Piyasadakilerden nesi eksik?
Aleyna Tilki’nin annesi Havva Öztel, durup durup şarkıcı oluyor haberleriyle gündeme geliyor.
En son yine yalanlamak zorunda kaldı: “Peki benim bundan haberimin olmaması?”
Halbuki olsa olur.
Bakmayın boyu kadar kızları olduğuna, daha yaşı müsait aslında. 78’li.
Piyasada şarkıcıyım diye dolaşan birçok isimden de daha iyi sesi var. Zerrin Özen’in “Kıyamam” şarkısını söyleyip paylaşmıştı, oradan hatırlıyorum.
Zaten Aleyna da öve öve bitiremiyor annesinin sesini.
Fizik deseniz “maşallah”ı var. Stil, tarz deseniz, dekoltede Gülşen’e rakip olur.
Geriye bir tek düzgün bir şarkı bulmak kalıyor. Onu da kızı yapıp verir zaten.
Sonra bas cover’ları gitsin...
Gözümün önüne o klişe röportajlar bile geliyor:
- Ünlü bir müzisyenin annesi olmak sizin için avantaj mıydı, dezavantaj mı?
Şu Ay, dünyaya çarpsa artık...
Pandeminin sinema endüstrisini sekteye uğratması yüzünden evirip çevirip aynı filmleri izliyoruz.
Hele bilim-kurguda işler hepten kesat. Artık replikleri falan ezberlemeye başladım.
Son zamanlarda en heyecanlandıran gelişmeyse cuma günü vizyona girecek olan “Moonfall”.
Konusu, Ay’ın yörüngesinden çıkıp Dünya’ya çarpması.
“2012”, “Kurtuluş Günü” gibi filmlerin yönetmeni Roland Emmerich’ten. Paraya da kıymışlar, 150 milyon dolar yatırmışlar. “Like” garantili anlayacağınız. Gel cuma, gel.
Bodrum’un soğukla imtihanı
Geçen akşam Bodrum’da yaşayan bir arkadaşım aradı: “Bil bakalım neredeyim” diye...
Oteldeymiş. “Evde az daha donacaktım” diyor...
Emekli olunca pılıyı pırtıyı topladı oraya yerleşti.
İki lafından biri “Bizim Bodrum, bizim Bodrum...”
Sinir ediyor insanı.
Orta halli. Kirada oturuyor. Bodrum’daki birçok ev gibi onun da kaloriferi yok.
Normal zamanda kış hafif ve kısa geçtiğinden elektrikli radyatörle idare ediyor.
Ama Bodrum yıllar sonra ilk kez kar gördü bu sene.

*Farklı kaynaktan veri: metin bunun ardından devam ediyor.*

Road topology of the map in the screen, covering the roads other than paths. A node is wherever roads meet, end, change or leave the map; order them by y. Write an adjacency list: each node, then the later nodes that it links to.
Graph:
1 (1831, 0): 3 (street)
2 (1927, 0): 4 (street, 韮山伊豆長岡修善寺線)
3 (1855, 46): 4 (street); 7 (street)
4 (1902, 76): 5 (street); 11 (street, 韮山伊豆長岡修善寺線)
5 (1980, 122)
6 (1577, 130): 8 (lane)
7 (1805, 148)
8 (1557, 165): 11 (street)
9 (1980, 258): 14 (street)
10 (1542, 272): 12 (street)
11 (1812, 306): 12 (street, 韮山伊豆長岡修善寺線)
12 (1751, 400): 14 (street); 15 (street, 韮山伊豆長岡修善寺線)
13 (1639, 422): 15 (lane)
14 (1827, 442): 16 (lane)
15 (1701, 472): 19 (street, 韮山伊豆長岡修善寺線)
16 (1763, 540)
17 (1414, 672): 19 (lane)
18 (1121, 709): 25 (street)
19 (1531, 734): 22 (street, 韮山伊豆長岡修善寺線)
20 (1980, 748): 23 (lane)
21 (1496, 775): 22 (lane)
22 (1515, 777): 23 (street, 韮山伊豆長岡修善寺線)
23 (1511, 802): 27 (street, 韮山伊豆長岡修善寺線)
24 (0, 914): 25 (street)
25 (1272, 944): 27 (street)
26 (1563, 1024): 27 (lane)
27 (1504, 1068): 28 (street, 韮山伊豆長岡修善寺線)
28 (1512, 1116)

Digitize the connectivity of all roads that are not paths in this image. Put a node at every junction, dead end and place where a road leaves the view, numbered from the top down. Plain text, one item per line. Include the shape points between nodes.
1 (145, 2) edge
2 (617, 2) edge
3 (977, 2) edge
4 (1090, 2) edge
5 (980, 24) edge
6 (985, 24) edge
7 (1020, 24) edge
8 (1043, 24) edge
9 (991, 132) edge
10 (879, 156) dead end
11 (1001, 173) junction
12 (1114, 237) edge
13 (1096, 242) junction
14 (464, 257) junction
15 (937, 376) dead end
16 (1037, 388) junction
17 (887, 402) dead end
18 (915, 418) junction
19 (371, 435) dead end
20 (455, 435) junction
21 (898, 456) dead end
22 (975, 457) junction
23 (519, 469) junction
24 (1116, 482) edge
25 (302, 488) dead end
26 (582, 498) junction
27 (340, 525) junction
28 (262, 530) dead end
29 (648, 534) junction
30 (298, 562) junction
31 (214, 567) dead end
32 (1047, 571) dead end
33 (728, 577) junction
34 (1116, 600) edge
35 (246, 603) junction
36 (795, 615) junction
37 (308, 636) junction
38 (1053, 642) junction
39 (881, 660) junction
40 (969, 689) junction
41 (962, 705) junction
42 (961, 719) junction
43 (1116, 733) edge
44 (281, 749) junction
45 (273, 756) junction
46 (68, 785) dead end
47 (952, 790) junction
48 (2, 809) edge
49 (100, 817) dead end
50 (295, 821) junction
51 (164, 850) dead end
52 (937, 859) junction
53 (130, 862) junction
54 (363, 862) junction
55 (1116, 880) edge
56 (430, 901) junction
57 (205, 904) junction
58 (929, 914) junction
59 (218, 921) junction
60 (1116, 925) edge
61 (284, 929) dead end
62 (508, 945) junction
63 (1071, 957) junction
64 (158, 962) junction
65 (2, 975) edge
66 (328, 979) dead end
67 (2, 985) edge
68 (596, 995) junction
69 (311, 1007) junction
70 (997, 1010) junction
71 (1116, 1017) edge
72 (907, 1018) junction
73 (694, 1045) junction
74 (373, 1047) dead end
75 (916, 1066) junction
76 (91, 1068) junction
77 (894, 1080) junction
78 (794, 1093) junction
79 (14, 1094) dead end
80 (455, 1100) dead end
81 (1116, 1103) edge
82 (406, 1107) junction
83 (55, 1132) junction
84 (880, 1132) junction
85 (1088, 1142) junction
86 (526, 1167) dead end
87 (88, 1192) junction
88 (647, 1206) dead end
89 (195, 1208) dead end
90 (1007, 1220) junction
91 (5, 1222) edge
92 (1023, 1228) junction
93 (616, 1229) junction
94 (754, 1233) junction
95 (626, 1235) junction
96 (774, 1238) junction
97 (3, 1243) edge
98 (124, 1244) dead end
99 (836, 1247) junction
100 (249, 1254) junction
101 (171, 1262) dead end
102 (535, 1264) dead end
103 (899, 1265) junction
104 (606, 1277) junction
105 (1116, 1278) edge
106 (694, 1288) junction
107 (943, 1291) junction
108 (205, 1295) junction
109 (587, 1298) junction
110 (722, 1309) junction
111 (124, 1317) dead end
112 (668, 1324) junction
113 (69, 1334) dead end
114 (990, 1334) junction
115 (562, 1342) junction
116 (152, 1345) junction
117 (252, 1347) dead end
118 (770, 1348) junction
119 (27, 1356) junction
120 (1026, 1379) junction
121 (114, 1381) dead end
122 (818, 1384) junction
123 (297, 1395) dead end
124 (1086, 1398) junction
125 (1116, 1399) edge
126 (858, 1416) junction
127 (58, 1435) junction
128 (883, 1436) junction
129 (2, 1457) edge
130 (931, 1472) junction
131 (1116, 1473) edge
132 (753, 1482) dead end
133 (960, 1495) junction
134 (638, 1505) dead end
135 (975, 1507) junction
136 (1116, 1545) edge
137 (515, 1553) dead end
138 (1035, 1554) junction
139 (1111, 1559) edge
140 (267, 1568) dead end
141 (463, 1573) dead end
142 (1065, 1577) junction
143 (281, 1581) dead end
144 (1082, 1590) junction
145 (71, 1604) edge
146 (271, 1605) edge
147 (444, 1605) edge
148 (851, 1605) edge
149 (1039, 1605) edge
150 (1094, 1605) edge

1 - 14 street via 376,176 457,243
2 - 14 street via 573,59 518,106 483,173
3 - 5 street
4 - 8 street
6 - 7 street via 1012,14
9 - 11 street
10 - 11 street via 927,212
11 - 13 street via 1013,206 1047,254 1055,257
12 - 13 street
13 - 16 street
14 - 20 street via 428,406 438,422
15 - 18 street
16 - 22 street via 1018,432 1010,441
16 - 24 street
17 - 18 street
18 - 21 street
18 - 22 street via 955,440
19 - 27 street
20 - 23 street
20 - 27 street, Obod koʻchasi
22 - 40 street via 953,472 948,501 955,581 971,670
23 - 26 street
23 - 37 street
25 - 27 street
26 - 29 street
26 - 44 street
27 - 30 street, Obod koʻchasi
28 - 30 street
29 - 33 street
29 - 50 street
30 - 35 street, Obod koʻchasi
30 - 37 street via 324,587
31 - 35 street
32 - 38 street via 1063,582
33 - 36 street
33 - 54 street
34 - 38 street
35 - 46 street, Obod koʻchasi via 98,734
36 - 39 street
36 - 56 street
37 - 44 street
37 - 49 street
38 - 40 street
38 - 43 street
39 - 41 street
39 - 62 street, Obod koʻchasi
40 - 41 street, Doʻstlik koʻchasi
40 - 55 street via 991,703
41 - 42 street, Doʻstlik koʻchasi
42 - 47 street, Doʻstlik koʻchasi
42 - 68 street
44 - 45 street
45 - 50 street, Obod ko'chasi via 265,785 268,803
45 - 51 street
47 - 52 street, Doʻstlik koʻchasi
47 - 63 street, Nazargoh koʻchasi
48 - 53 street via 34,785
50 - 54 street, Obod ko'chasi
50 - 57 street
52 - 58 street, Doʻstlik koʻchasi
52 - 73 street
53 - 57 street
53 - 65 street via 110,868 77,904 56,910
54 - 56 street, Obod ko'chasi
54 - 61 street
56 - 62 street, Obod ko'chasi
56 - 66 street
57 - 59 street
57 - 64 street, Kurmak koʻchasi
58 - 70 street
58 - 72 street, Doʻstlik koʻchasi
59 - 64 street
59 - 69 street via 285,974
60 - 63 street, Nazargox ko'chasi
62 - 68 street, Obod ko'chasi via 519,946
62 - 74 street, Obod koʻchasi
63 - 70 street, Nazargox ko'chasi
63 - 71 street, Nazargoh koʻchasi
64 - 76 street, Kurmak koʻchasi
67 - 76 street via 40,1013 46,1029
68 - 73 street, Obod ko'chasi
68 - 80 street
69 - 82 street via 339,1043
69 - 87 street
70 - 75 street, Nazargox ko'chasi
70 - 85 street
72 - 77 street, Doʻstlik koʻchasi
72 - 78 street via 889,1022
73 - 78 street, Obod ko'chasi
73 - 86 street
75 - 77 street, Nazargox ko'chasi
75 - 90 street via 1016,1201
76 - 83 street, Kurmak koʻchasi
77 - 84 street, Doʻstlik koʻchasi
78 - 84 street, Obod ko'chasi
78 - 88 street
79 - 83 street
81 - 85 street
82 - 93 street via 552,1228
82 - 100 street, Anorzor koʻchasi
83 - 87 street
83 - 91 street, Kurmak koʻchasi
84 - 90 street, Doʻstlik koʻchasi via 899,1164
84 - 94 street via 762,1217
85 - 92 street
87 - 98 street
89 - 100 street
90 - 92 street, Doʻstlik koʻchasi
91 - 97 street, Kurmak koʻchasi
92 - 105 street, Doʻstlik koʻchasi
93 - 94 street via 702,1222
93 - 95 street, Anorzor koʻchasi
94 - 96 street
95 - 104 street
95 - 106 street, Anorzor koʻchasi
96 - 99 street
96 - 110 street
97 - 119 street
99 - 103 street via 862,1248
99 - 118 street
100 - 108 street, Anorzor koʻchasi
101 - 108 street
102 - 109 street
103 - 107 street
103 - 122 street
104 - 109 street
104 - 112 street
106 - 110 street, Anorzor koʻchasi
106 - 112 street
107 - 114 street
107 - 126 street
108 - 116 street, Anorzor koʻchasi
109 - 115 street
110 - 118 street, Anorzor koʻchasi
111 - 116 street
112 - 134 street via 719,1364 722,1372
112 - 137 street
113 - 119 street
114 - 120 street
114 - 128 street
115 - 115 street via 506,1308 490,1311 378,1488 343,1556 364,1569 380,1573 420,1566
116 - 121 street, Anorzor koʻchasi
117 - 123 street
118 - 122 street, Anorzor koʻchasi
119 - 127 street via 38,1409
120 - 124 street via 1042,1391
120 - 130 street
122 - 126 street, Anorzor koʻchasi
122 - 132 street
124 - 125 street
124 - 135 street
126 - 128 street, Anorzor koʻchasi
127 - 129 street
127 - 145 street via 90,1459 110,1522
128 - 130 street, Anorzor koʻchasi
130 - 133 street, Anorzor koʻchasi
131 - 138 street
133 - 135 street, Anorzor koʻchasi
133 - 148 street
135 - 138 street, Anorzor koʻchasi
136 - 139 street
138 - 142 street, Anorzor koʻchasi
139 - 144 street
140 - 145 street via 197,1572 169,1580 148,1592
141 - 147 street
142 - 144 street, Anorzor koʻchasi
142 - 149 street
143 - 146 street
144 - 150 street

Havalar soğuk geçince evdeki petekler yetmemiş.
O saatte çözüm bulamayınca da kalkmış otele gitmiş. Neyse ki ertesi gün hava sıcaklığı biraz arttı da evine döndü.
“Nedir durum sizin Bodrum’da” diye aradım.
“Üstüme gelme, hâlâ çift çoraplıyım” diye çıkıştı.